People with schizophrenia may be well attuned to spotting visual illusions, a study suggests.
The work could help explain some schizophrenia symptoms
Despite experiencing hallucinations as part of their condition, schizophrenic volunteers to a study were better able to spot "real" visions than others.
The Current Biology work could help shed light on the brain mechanisms involved in schizophrenia, the University College London authors say.
It might be down to a difficulty dealing with context, they believe.
For example, people with schizophrenia tend to take less account of the circumstances and conditions that surround a situation or event that often help us to interpret it.
This could explain why some people with schizophrenia might mis-attribute people's actions or feel persecuted.
It could also explain why they perform better on visual illusion tests, says Dr Steven Dakin, of UCL's Institute of Ophthalmology.
"We often think of people with schizophrenia as not seeing the world the way it really is.
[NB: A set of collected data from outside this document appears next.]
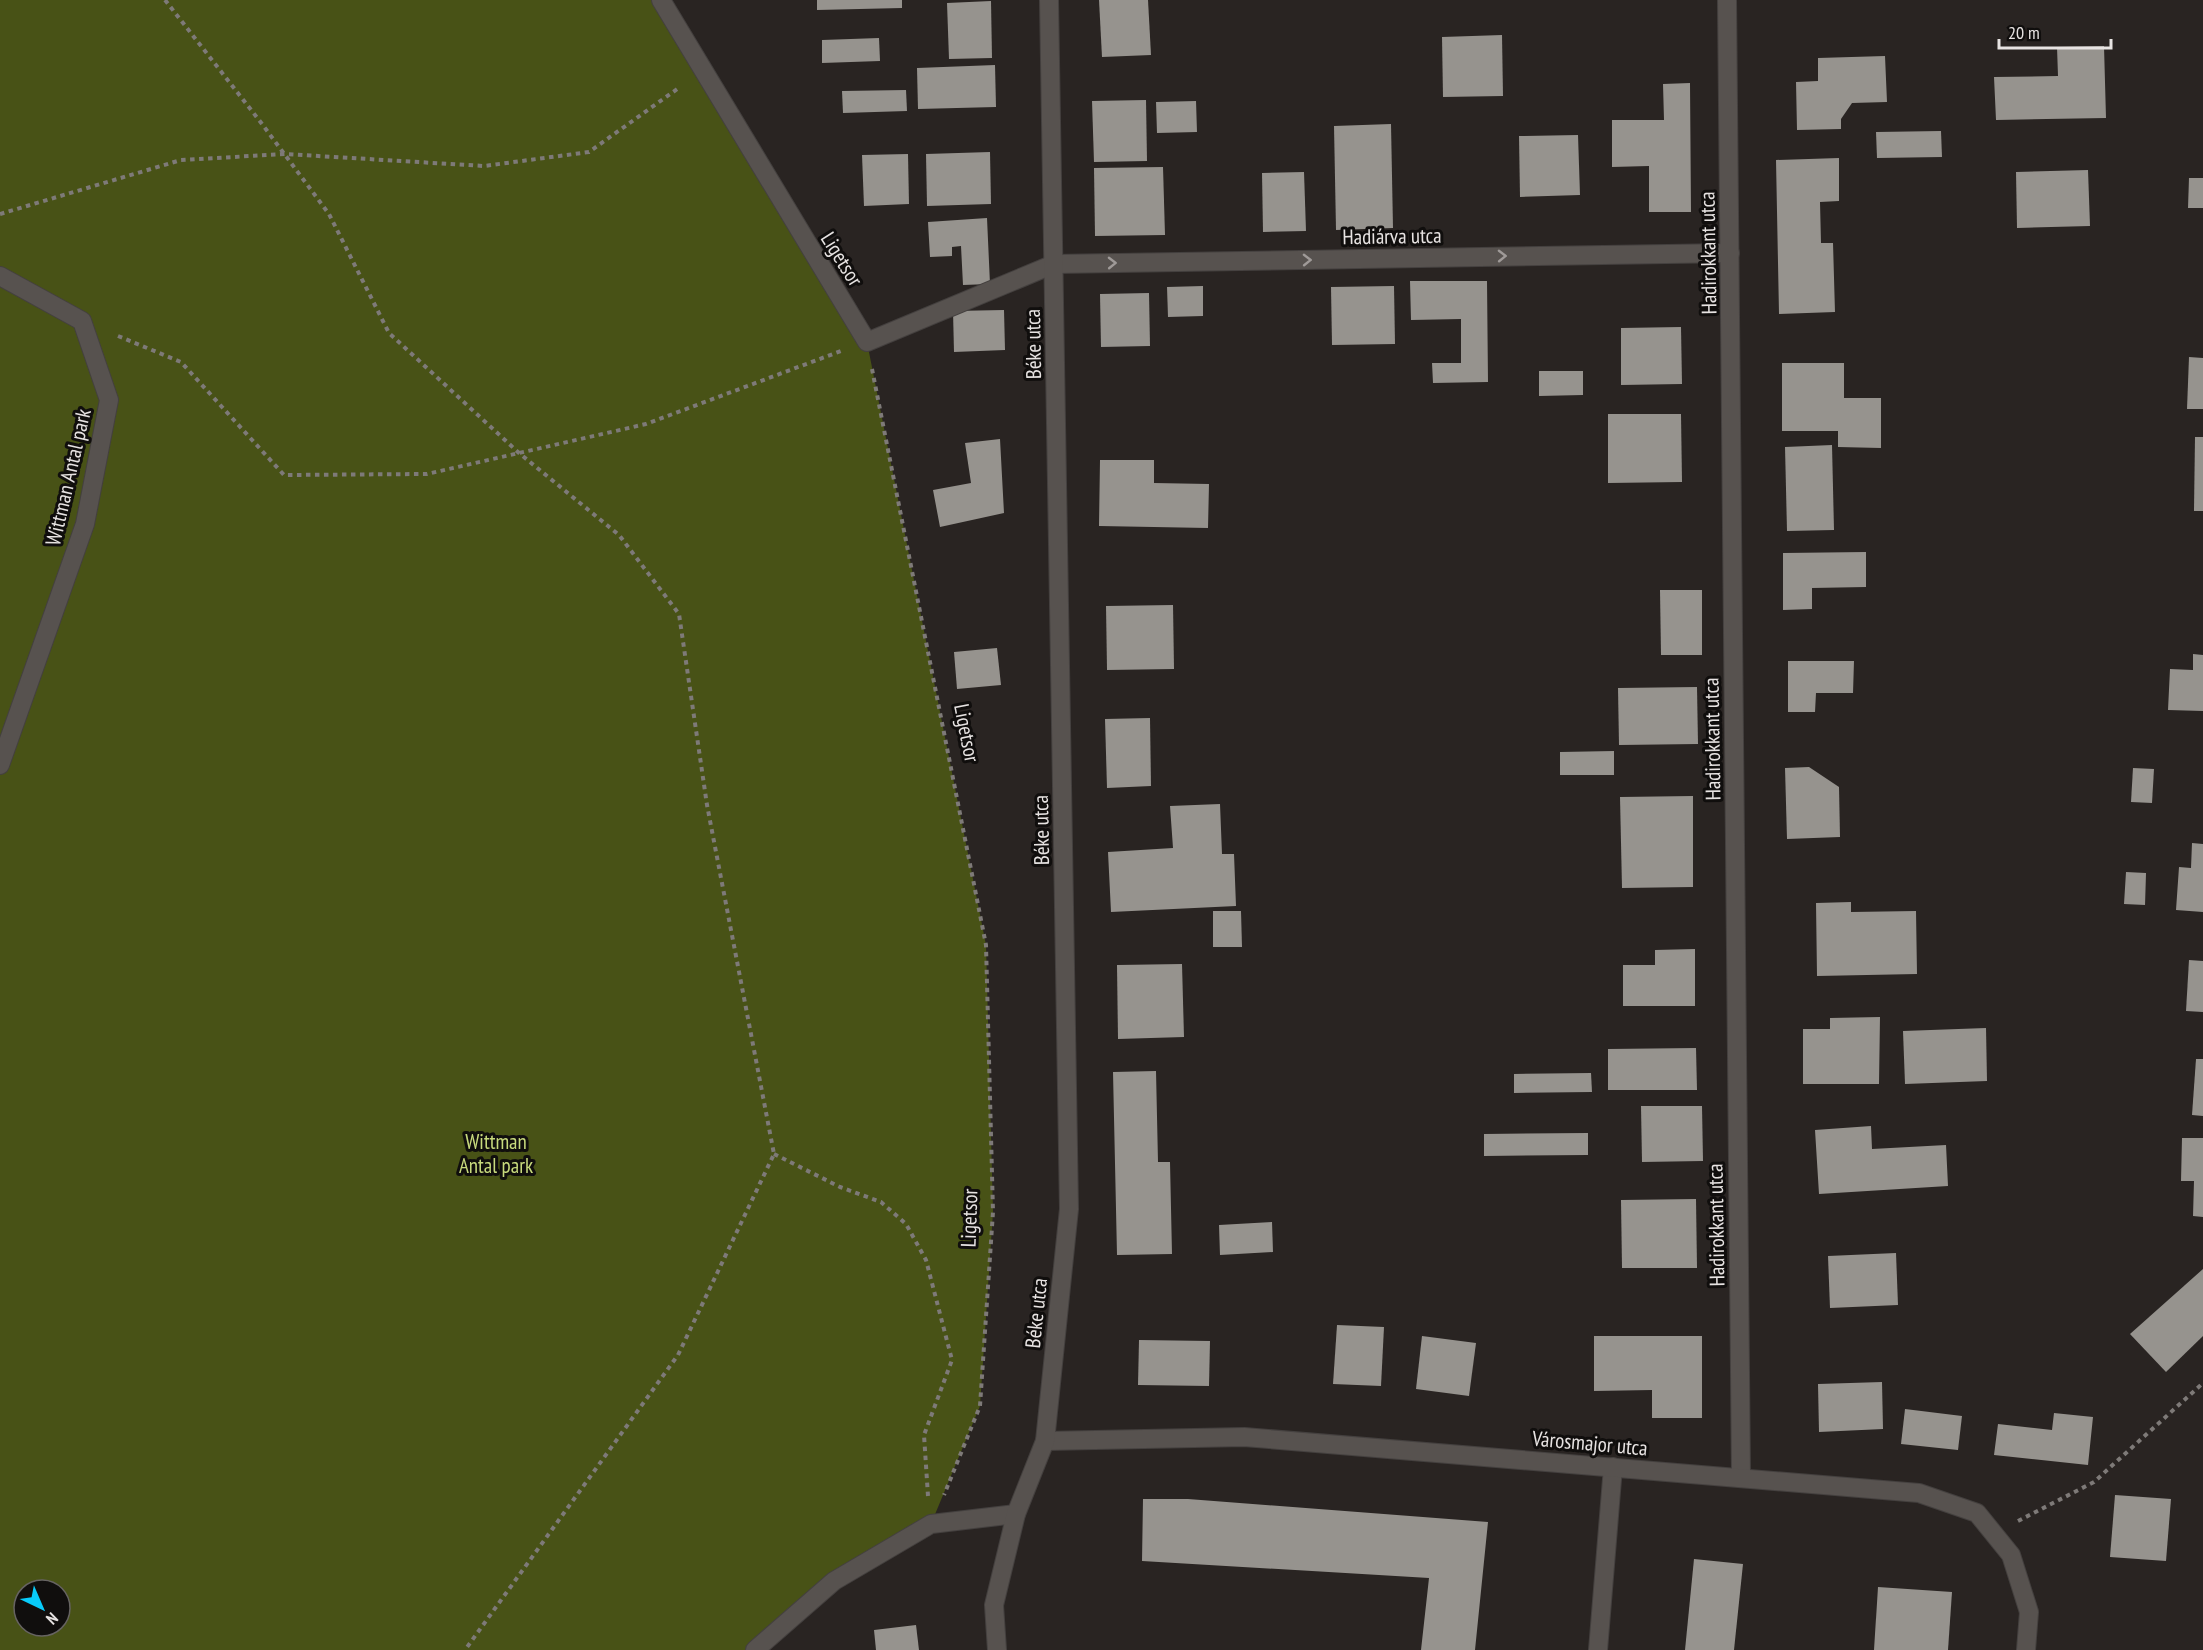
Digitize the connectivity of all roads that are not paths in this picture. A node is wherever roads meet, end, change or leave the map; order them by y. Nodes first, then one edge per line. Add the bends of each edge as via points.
1 (661, 0) edge
2 (1049, 0) edge
3 (1727, 0) edge
4 (1730, 253) junction
5 (1054, 264) junction
6 (0, 276) edge
7 (0, 765) edge
8 (1045, 1441) junction
9 (1613, 1467) junction
10 (1741, 1478) junction
11 (1016, 1514) junction
12 (755, 1650) edge
13 (997, 1650) edge
14 (1598, 1650) edge
15 (2026, 1650) edge

1 - 5 street, Ligetsor via 867,342
2 - 5 street, Béke utca
3 - 4 street, Hadirokkant utca
5 -> 4 street, Hadiárva utca
4 - 10 street, Hadirokkant utca
5 - 8 street, Béke utca via 1069,1209
6 - 7 street, Wittman Antal park via 82,321 109,400 85,524
8 - 9 street, Városmajor utca via 1244,1437
8 - 11 street, Béke utca
9 - 10 street, Városmajor utca
9 - 14 street
10 - 15 street, Városmajor utca via 1919,1493 1977,1513 2011,1555 2029,1612
11 - 12 street via 931,1524 834,1581
11 - 13 street, Béke utca via 994,1605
But we have shown that sometimes their vision can be more accurate than non-sufferers."
THE VISUAL ILLUSION USED IN THE STUDY
The people with schizophrenia were better at spotting that the true match for the central target disc was the peripheral disc at 6 o'clock, while others often mistook the peripheral disc at 10 o'clock as the best match
His team used an illusion where a failure to use context worked to the advantage of people with schizophrenia.
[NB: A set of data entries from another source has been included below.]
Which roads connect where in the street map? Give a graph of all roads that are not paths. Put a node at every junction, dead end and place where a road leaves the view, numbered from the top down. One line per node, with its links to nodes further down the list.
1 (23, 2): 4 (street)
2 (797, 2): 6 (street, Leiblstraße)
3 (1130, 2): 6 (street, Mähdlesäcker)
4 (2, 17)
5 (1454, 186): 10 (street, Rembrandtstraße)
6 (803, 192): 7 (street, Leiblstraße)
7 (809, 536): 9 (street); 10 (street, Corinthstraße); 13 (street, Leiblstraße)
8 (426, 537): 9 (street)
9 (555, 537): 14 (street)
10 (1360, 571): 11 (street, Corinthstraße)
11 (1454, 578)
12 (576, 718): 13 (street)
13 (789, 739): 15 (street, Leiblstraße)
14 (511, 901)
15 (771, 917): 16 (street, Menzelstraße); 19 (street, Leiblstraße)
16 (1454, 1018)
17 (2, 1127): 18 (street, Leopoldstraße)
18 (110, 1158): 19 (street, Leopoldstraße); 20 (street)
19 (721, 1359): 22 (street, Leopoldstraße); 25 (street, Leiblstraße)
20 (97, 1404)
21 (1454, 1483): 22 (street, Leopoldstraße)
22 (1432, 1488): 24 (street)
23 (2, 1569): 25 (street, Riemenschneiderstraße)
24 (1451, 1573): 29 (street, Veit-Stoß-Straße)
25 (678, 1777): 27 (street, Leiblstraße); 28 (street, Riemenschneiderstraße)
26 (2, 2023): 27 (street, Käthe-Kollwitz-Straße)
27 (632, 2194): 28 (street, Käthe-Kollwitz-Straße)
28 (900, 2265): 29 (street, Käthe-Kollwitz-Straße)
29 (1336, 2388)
He said this was critical because people can perform poorly for lots of reasons, but superior performance tends to be for a specific reason and is more revealing of the underlying cause.
The participants were asked to select which of one of eight peripheral patterned discs was the best match for a central patterned disc that was located within the middle of a larger "distracting" patterned circle.
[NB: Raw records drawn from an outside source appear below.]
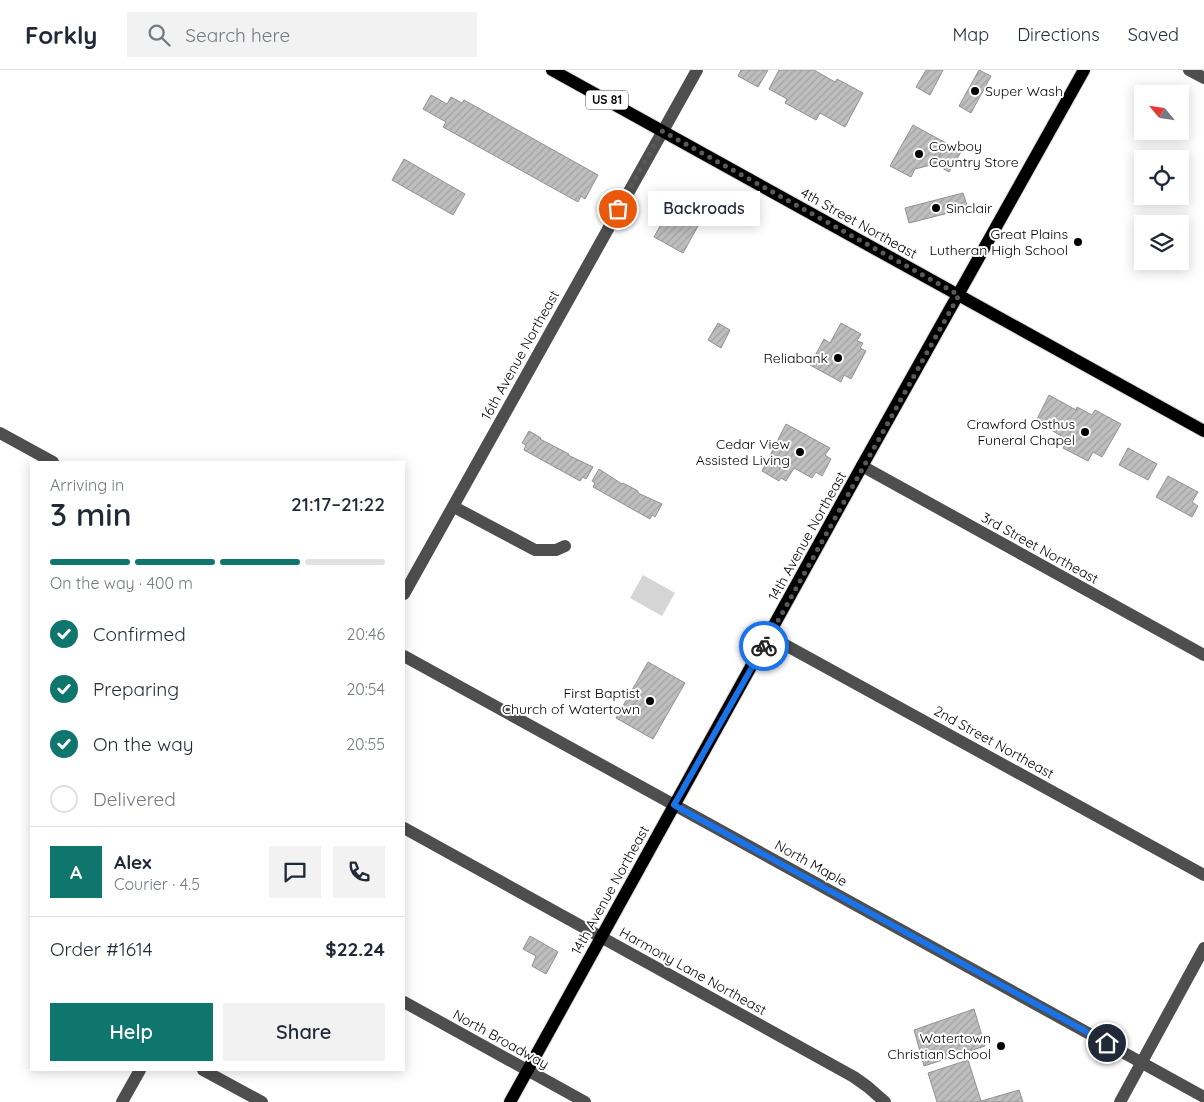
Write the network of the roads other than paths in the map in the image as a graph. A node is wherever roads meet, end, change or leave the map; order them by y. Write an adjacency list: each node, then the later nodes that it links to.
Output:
1 (552, 70): 6 (main road, 4th Street Northeast / US 81)
2 (697, 70): 6 (street, 16th Avenue Northeast)
3 (1084, 70): 7 (main road, 14th Avenue Northeast)
4 (1189, 70): 5 (street)
5 (1204, 78)
6 (662, 131): 7 (main road, 4th Street Northeast / US 81); 12 (street, 16th Avenue Northeast)
7 (959, 295): 8 (main road, 4th Street Northeast / US 81); 11 (main road, 14th Avenue Northeast)
8 (1204, 431)
9 (0, 433): 10 (street)
10 (51, 461)
11 (862, 466): 15 (main road, 14th Avenue Northeast); 16 (street, 3rd Street Northeast)
12 (454, 507): 13 (street); 14 (street, 16th Avenue Northeast)
13 (566, 546)
14 (405, 592)
15 (769, 636): 18 (main road, 14th Avenue Northeast); 20 (street, 2nd Street Northeast)
16 (1204, 656)
17 (405, 657): 18 (street, North Maple)
18 (674, 805): 21 (main road, 14th Avenue Northeast); 24 (street, North Maple)
19 (405, 829): 21 (street, Harmony Lane Northeast)
20 (1204, 875)
21 (601, 937): 25 (main road, 14th Avenue Northeast); 33 (street, Harmony Lane Northeast)
22 (1204, 948): 24 (street)
23 (405, 1003): 25 (street, North Broadway)
24 (1142, 1062): 28 (street, North Maple); 34 (street)
25 (527, 1070): 31 (main road, 14th Avenue Northeast); 32 (street, North Broadway)
26 (139, 1071): 29 (street)
27 (205, 1071): 30 (street)
28 (1204, 1097)
29 (122, 1102)
30 (262, 1102)
31 (510, 1102)
32 (584, 1102)
33 (885, 1102)
34 (1120, 1102)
The illusion works because normal visual perception leads the individual to believe that the central disc is of lower contrast than it actually is because it is set against a higher-contrast background - the distracting circle.
Of the 15 volunteers with chronic schizophrenia, 12 were found to make more accurate judgements than the most accurate person in the control group of 33 non-schizophrenic volunteers.
Dr Dakin said: "Our findings may shed some light on the brain mechanisms involved in schizophrenia.
"Normally, contextual processes in the brain help us to focus on what's relevant and stop our brains being overwhelmed with information.
"This process seems to be less effective in the schizophrenic brain, possibly due to insufficient inhibition - that is, the process by which cells in the brain switch each other off."
Paul Corry, of the charity Rethink, said: "We welcome any new research or progress into understanding the causes of schizophrenia, but it would need to be checked before it would make a difference to the thousands of people living with severe mental illness in the UK.
"In the meantime, reaching people early with the right care and treatment is the best way of recovering a meaningful and fulfilling life."